Sunil Kumar Ahuja (born March 13, 1961) is a professor of Medicine, Microbiology, Immunology & Biochemistry at the University of Texas Health Science Center at San Antonio and an expert on the role of immunogenetics on HIV pathogenesis. Ahuja is also the Director of the Veterans Administration Research Center for AIDS and HIV-1 Infection. His most recent work, first published in the 2005 issue of Science, involves the ethnic group-specific role of CCR5 haplotype and CCL3L1 gene copy number on the progression of HIV to AIDS.

==Education==
Sunil Ahuja received his medical degree from the Armed Forces Medical College India in 1983. Following work towards a M.Sc. degree from the University of Alberta in Canada, Ahuja had his internship and residency at the SUNY Health Science Center at Brooklyn.

==Publications==
Sunil Ahuja's research has been published in many peer-reviewed journals, including Science, The New England Journal of Medicine, Nature Medicine, Nature Immunology and Proceedings of the National Academy of Sciences.

==Honors==
Ahuja has been the recipient of many honors and awards, including being named in 2001 the Elizabeth Glaser Scientist and the Burroughs Wellcome Clinical Scientist in Translational Research. In 2005 he also was the recipient of the MERIT award from the National Institutes of Health. Less than 5% of NIH-funded researchers receive this award.

In February 2008, Ahuja was listed as one of "35 People Who Will Shape Our Future" by Texas Monthly magazine.

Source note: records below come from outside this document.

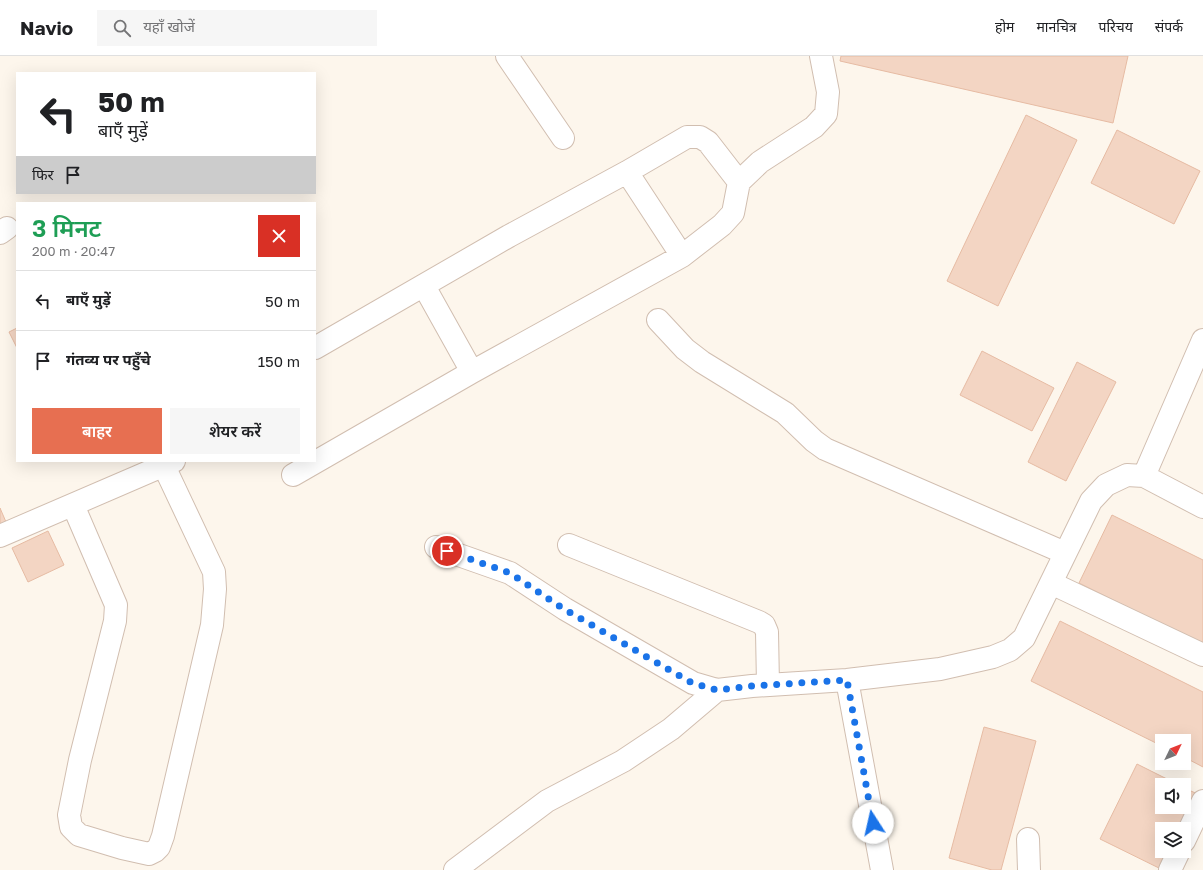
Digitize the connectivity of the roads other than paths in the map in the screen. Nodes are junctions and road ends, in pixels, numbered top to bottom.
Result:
1 (507, 56) edge
2 (821, 56) edge
3 (563, 138) dead end
4 (627, 172) junction
5 (739, 182) junction
6 (682, 256) junction
7 (424, 286) junction
8 (658, 320) dead end
9 (1203, 340) edge
10 (316, 347) edge
11 (472, 372) junction
12 (316, 462) edge
13 (316, 462) edge
14 (169, 463) edge
15 (293, 475) dead end
16 (1144, 476) junction
17 (73, 505) junction
18 (1203, 507) edge
19 (0, 536) edge
20 (568, 545) dead end
21 (436, 547) dead end
22 (1065, 553) junction
23 (1051, 583) junction
24 (1203, 655) edge
25 (847, 680) junction
26 (768, 685) junction
27 (717, 690) junction
28 (1203, 801) edge
29 (1191, 826) edge
30 (1028, 839) dead end
31 (1176, 858) edge
32 (455, 870) edge
33 (882, 870) edge
34 (1029, 870) edge
35 (1170, 870) edge

1 - 3 street
2 - 5 street
4 - 5 street
4 - 6 street
4 - 7 street
5 - 6 street
6 - 11 street
7 - 10 street
7 - 11 street
8 - 22 street
9 - 16 street
11 - 12 street
13 - 15 street
14 - 17 street
14 - 17 street
16 - 18 street
16 - 22 street
17 - 19 street
20 - 26 street
21 - 27 street
22 - 23 street
23 - 24 street
23 - 25 street
25 - 26 street
25 - 33 street
26 - 27 street
27 - 32 street
28 - 29 street
30 - 34 street
31 - 35 street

==Scientific disagreements==

Some of Sunil Ahuja's work has been questioned by the scientific community. In July 2008, Ahuja's group reported that the DARC gene influenced HIV/AIDS susceptibility. This finding was then questioned by four other groups of scientists, reporting the failure to replicate. Ahuja's group responded in the same issue of Cell Host & Microbe, and also in a subsequent study published in 2011.